(Source information)

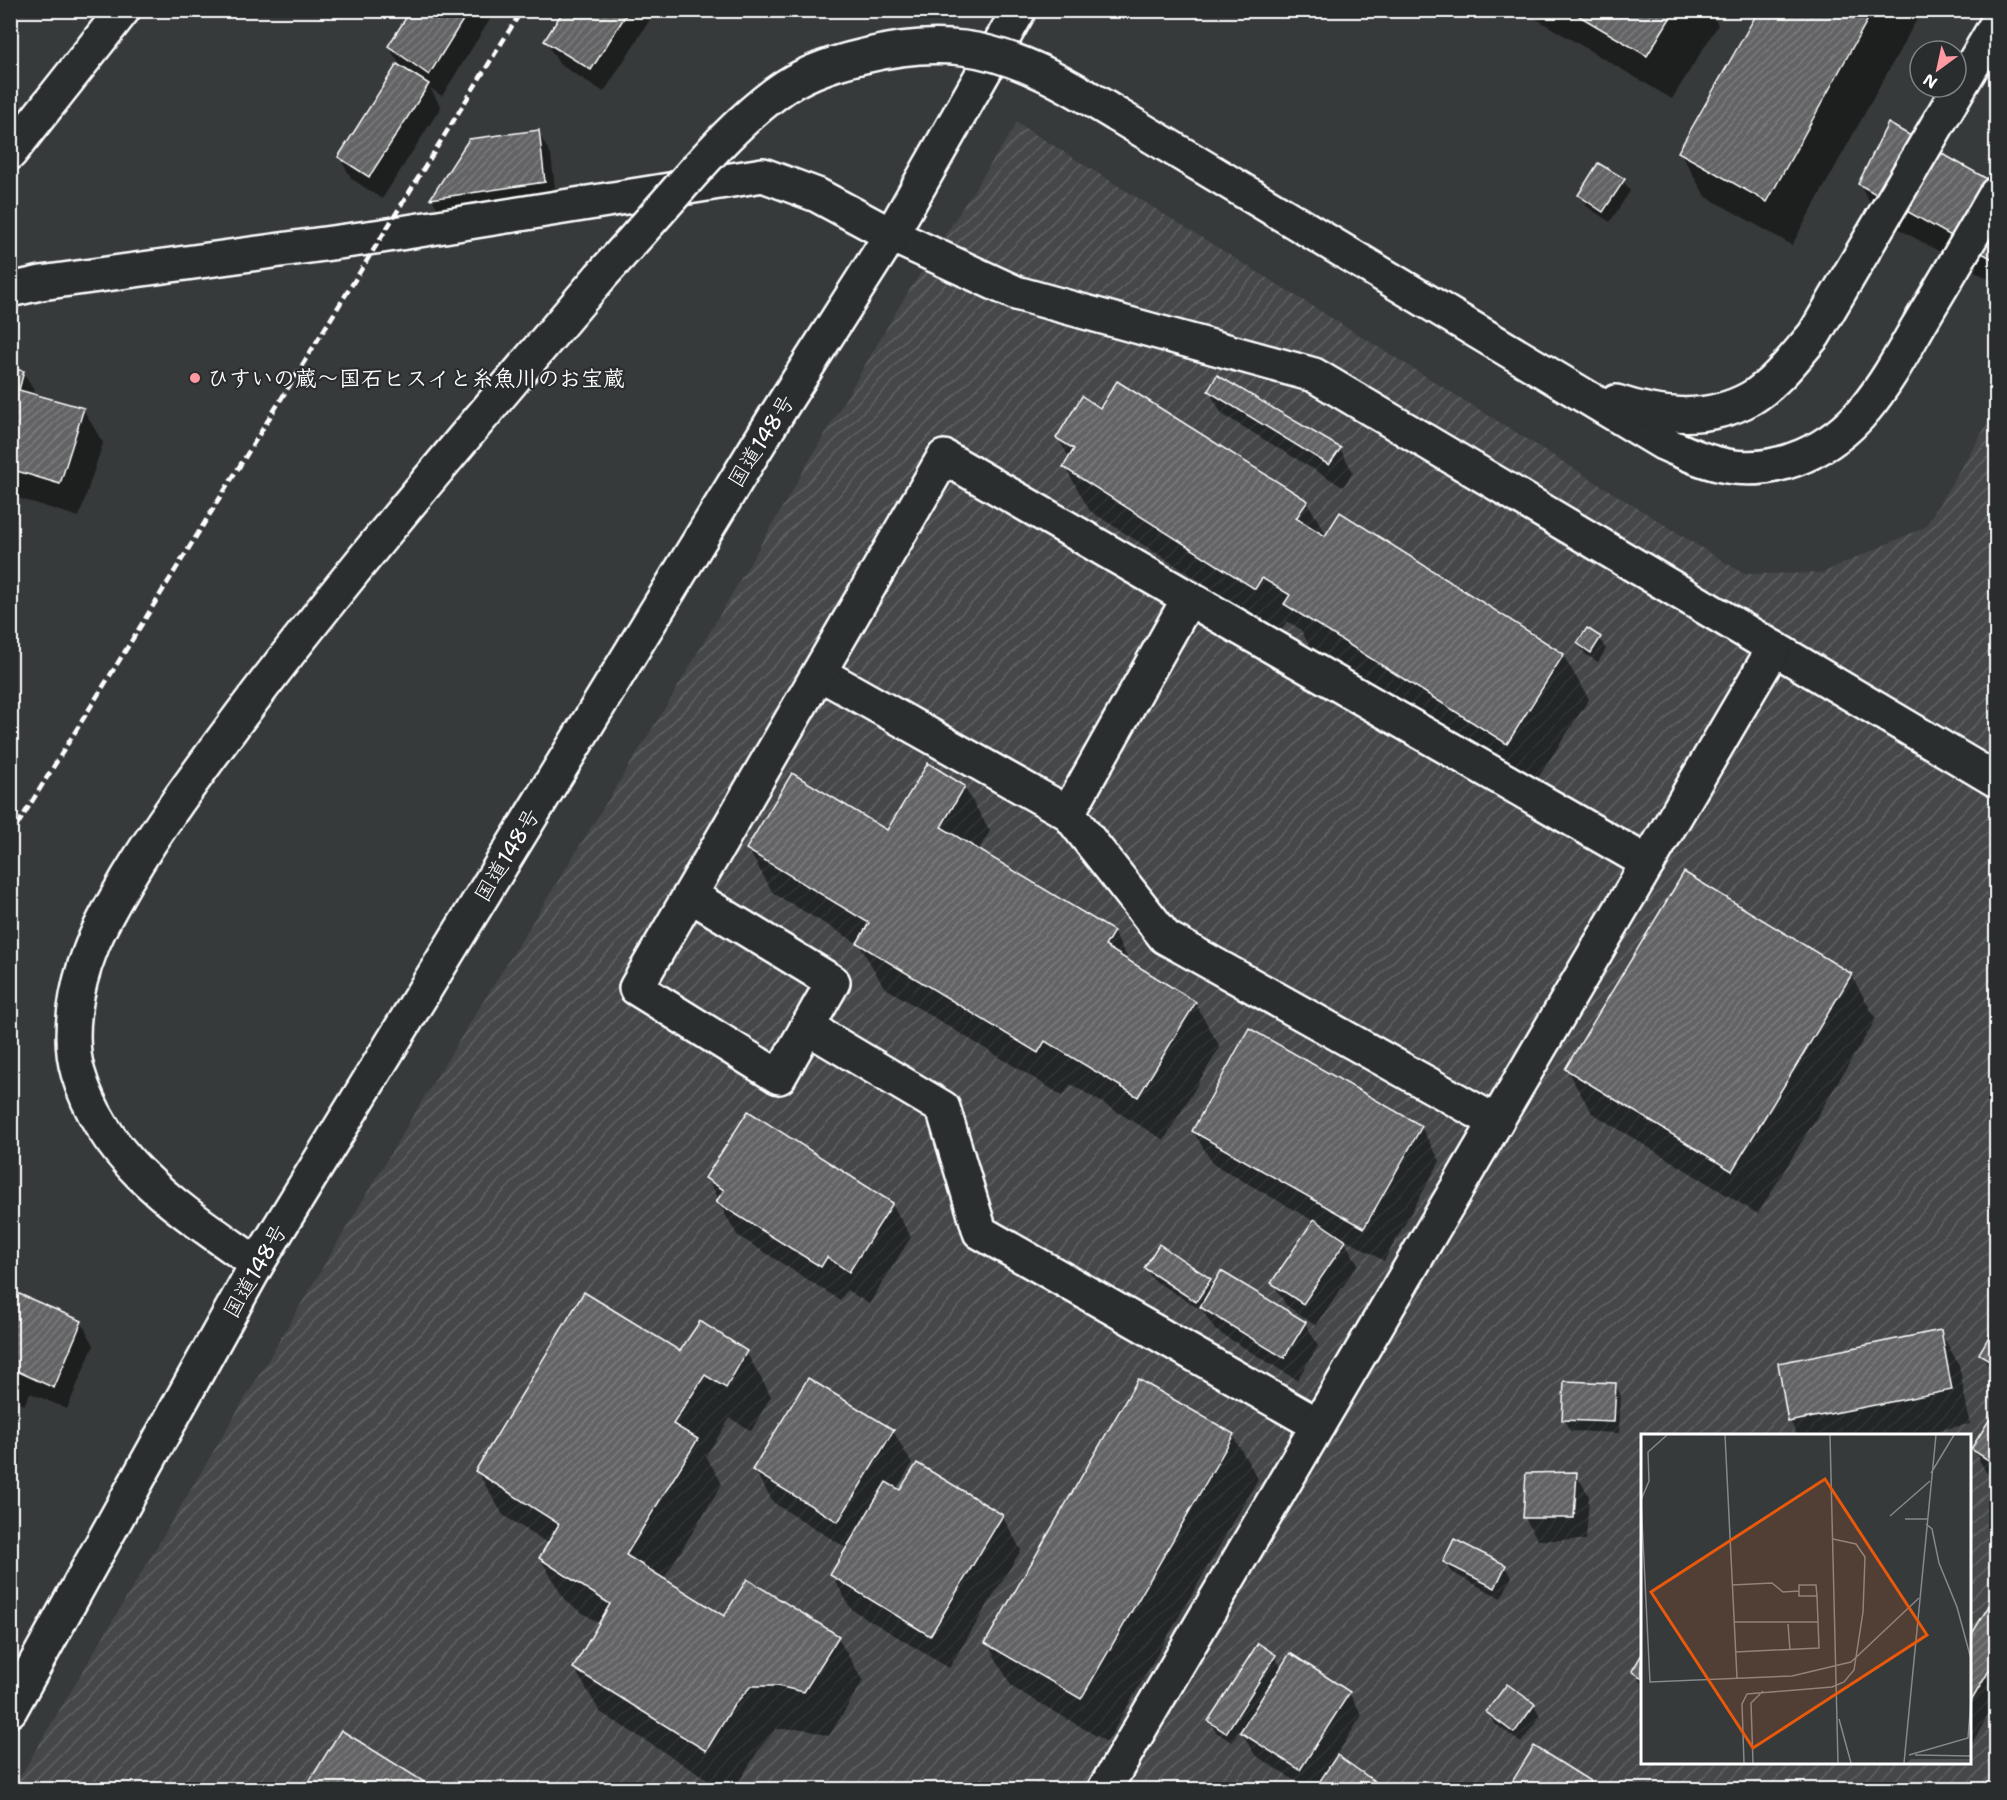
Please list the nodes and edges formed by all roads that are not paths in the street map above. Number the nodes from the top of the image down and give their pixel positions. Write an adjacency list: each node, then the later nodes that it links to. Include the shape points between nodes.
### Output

(End Source information)
(Source information)

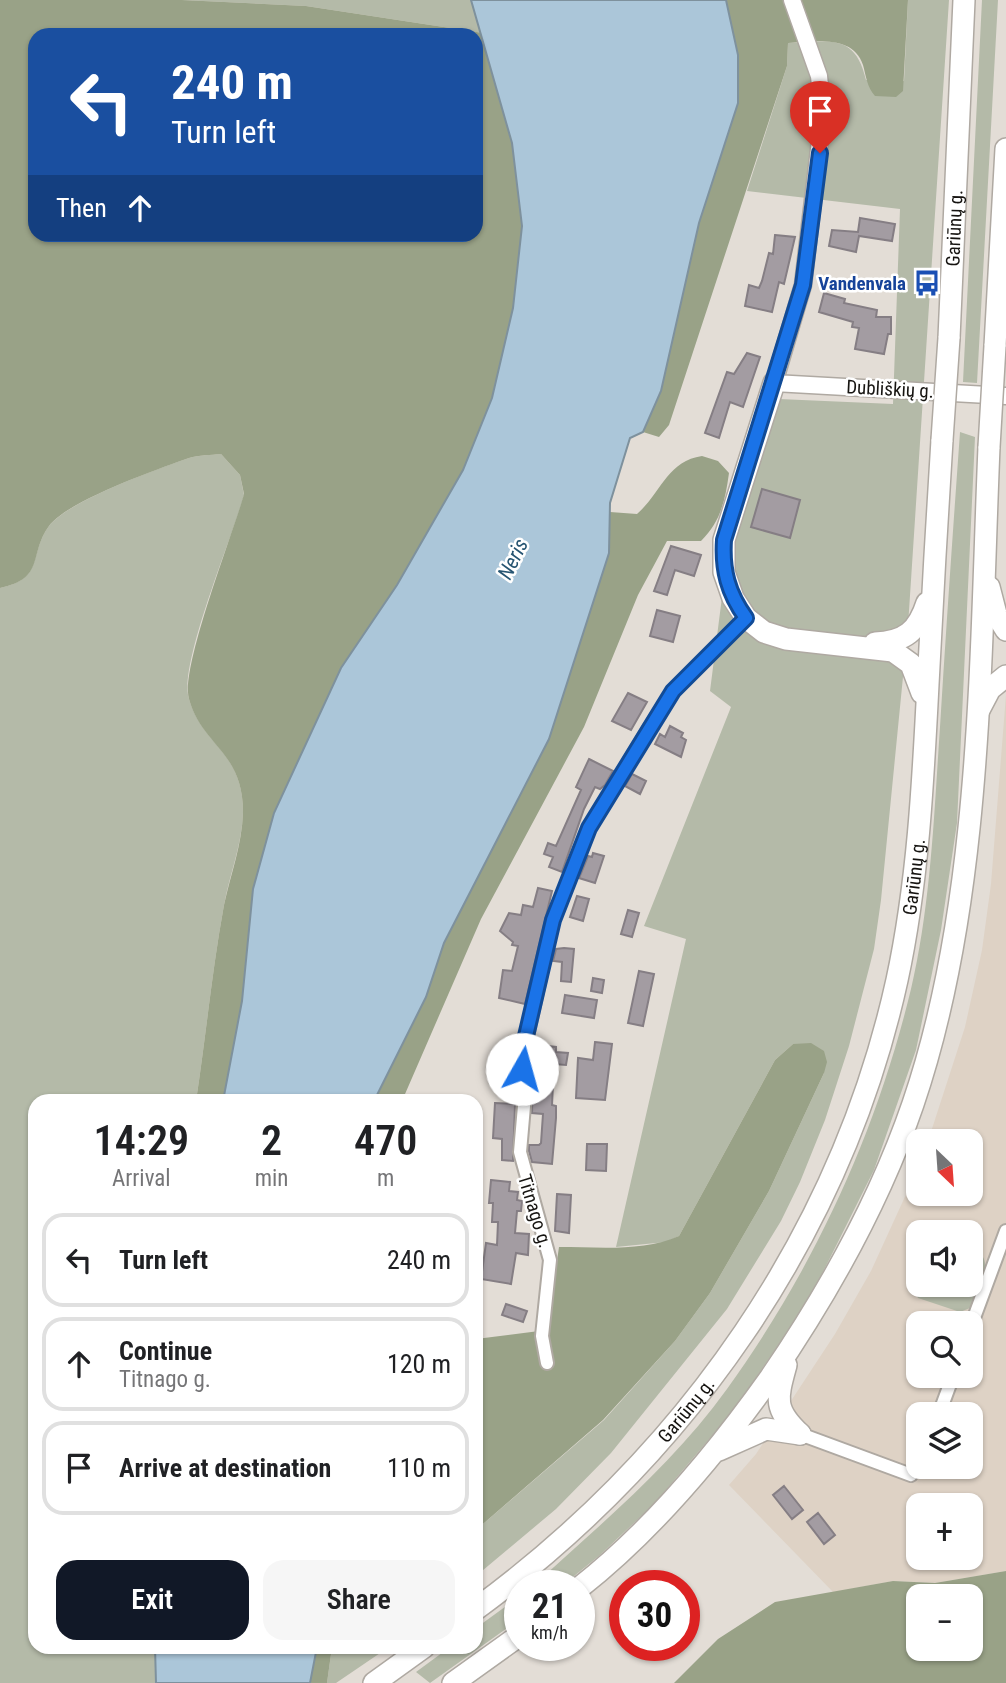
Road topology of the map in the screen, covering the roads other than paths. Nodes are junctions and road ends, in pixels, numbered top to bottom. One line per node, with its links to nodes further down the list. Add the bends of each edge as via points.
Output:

(End Source information)
(Source information)

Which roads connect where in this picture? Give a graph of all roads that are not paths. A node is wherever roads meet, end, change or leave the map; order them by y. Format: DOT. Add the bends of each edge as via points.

(End Source information)

*What the exercise asks*. In the listing above, find each line with the word "down" and copy it out.

*Output of the exercise*.
Please list the nodes and edges formed by all roads that are not paths in the street map above. Number the nodes from the top of the image down and give their pixel positions. Write an adjacency list: each node, then the later nodes that it links to. Include the shape points between nodes.
Road topology of the map in the screen, covering the roads other than paths. Nodes are junctions and road ends, in pixels, numbered top to bottom. One line per node, with its links to nodes further down the list. Add the bends of each edge as via points.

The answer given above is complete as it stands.